Data provided START
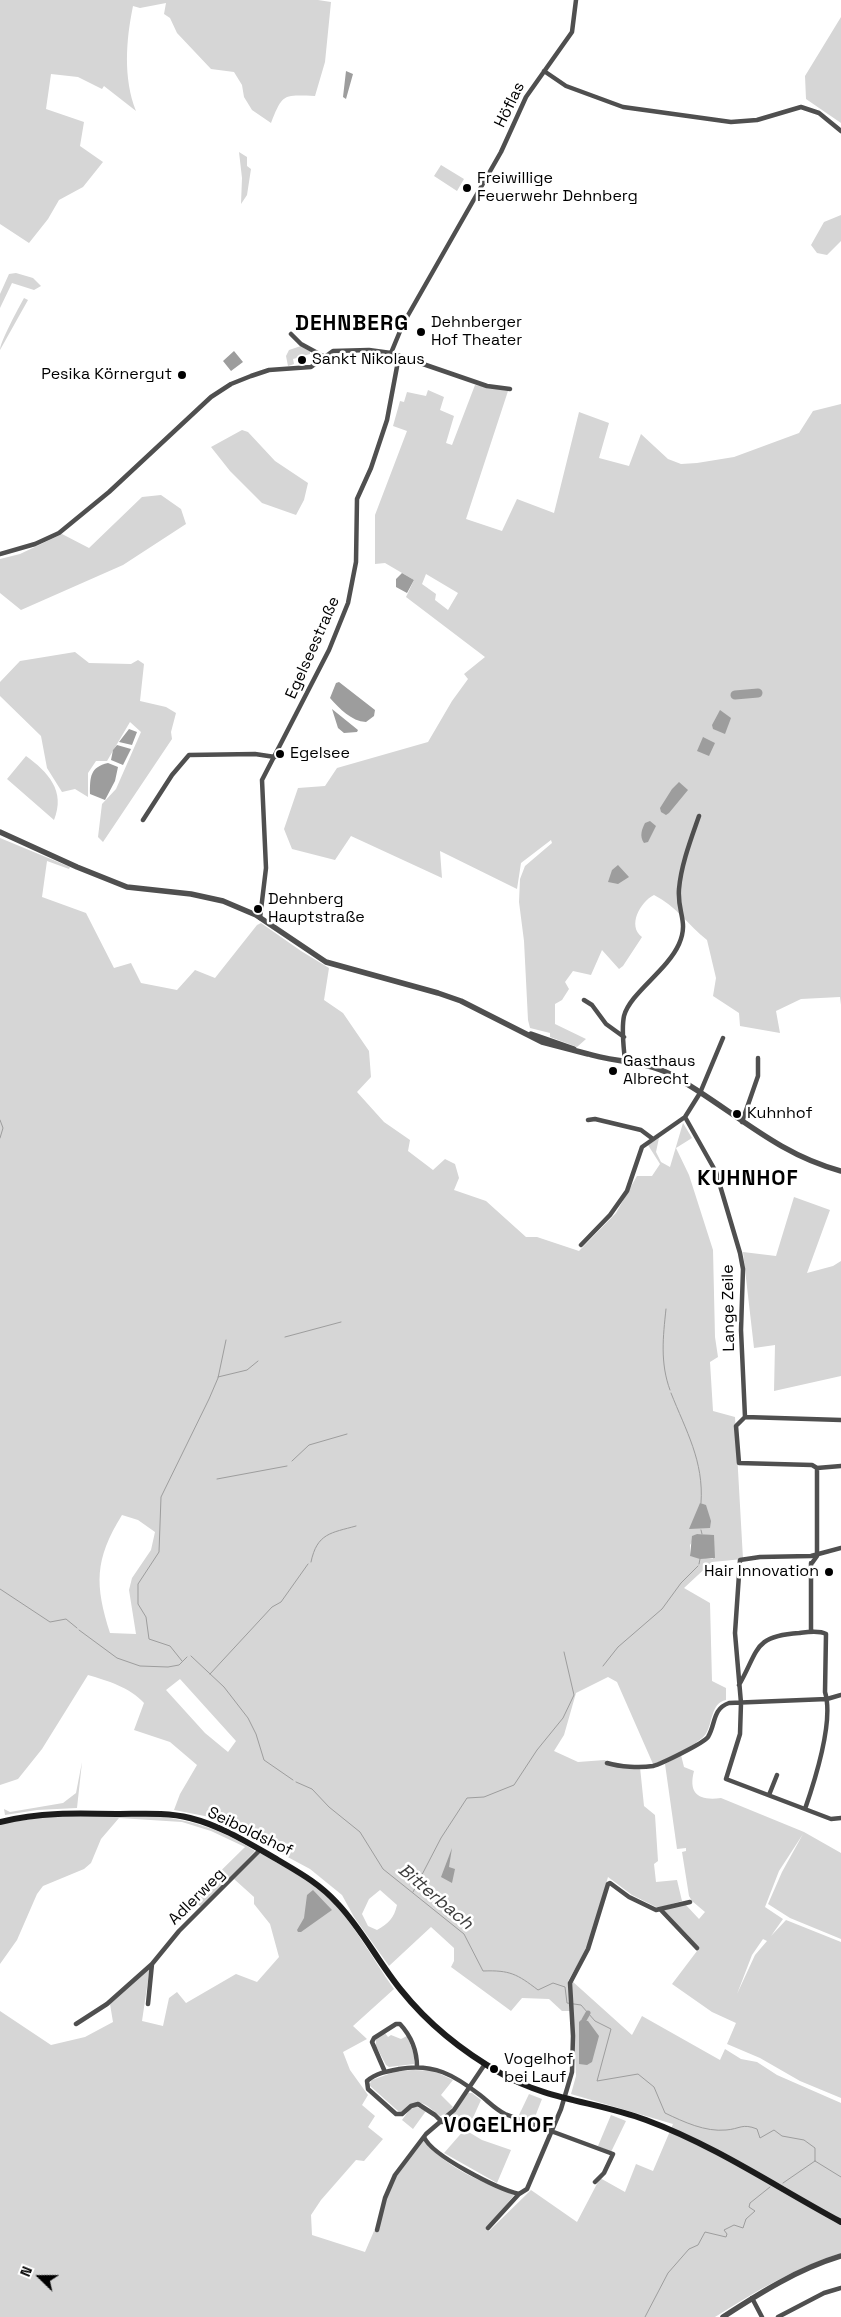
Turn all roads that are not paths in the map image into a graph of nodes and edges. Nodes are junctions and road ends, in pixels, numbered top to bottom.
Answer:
1 (576, 0) edge
2 (544, 71) junction
3 (841, 131) edge
4 (292, 334) dead end
5 (391, 353) junction
6 (323, 356) junction
7 (398, 356) junction
8 (510, 389) dead end
9 (0, 554) edge
10 (275, 756) junction
11 (699, 816) dead end
12 (143, 820) dead end
13 (0, 832) edge
14 (260, 918) junction
15 (584, 1000) dead end
16 (522, 1032) junction
17 (624, 1037) junction
18 (723, 1038) dead end
19 (588, 1054) junction
20 (758, 1058) dead end
21 (624, 1062) junction
22 (700, 1093) junction
23 (685, 1117) junction
24 (588, 1120) dead end
25 (742, 1122) junction
26 (653, 1139) junction
27 (841, 1171) edge
28 (581, 1246) dead end
29 (745, 1417) junction
30 (841, 1420) edge
31 (841, 1466) edge
32 (817, 1468) junction
33 (841, 1548) edge
34 (810, 1556) junction
35 (817, 1556) junction
36 (812, 1563) junction
37 (811, 1632) junction
38 (739, 1686) junction
39 (841, 1695) edge
40 (827, 1698) junction
41 (740, 1703) junction
42 (607, 1763) dead end
43 (777, 1775) dead end
44 (769, 1795) junction
45 (805, 1809) junction
46 (841, 1818) edge
47 (0, 1822) edge
48 (260, 1850) junction
49 (690, 1902) dead end
50 (660, 1909) junction
51 (696, 1948) dead end
52 (152, 1964) junction
53 (148, 2004) dead end
54 (76, 2024) dead end
55 (485, 2064) junction
56 (417, 2067) junction
57 (385, 2072) junction
58 (469, 2088) junction
59 (564, 2100) junction
60 (442, 2122) junction
61 (551, 2132) junction
62 (424, 2137) junction
63 (595, 2182) dead end
64 (519, 2194) junction
65 (841, 2222) edge
66 (488, 2228) dead end
67 (377, 2230) dead end
68 (841, 2256) edge
69 (841, 2288) edge
70 (752, 2298) junction
71 (723, 2317) edge
72 (762, 2317) edge
73 (778, 2317) edge

1 - 2 street, Höflas
2 - 3 street
2 - 5 street, Höflas
4 - 6 street
5 - 6 street
5 - 7 street
6 - 9 street
7 - 8 street
7 - 10 street, Egelseestraße
10 - 12 street
10 - 14 street, Egelseestraße
11 - 17 street
13 - 14 street
14 - 16 street
15 - 17 street
16 - 19 street
16 - 19 street
17 - 21 street
18 - 22 street
19 - 21 street
20 - 25 street
21 - 22 street
22 - 23 street
22 - 25 street
23 - 26 street
23 - 29 street, Lange Zeile
24 - 26 street
25 - 27 street
26 - 28 street
29 - 30 street
29 - 32 street
31 - 32 street
32 - 35 street
33 - 35 street
34 - 35 street
34 - 36 street
34 - 38 street
35 - 36 street
36 - 37 street
37 - 38 street
37 - 40 street
38 - 41 street
39 - 40 street
40 - 41 street
40 - 45 street
41 - 42 street
41 - 44 street
43 - 44 street
44 - 45 street
45 - 46 street
47 - 48 main road, Seiboldshof
48 - 52 street, Adlerweg
48 - 55 main road, Seiboldshof
49 - 50 street
50 - 51 street
50 - 59 street
52 - 53 street
52 - 54 street, Adlerweg
55 - 58 street
55 - 59 main road, Seiboldshof
56 - 57 street
56 - 57 street
56 - 58 street
57 - 60 street
58 - 60 street
58 - 61 street
59 - 61 street
59 - 65 main road
60 - 62 street
61 - 63 street
61 - 64 street
62 - 64 street
62 - 67 street
64 - 66 street
68 - 70 street
69 - 73 street
70 - 71 street
70 - 72 street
Data provided END
◆ **Problem description**
Tell how many lines in the data above hold "Adlerweg". Nothing but the number.

◆ **Output for this exercise**
2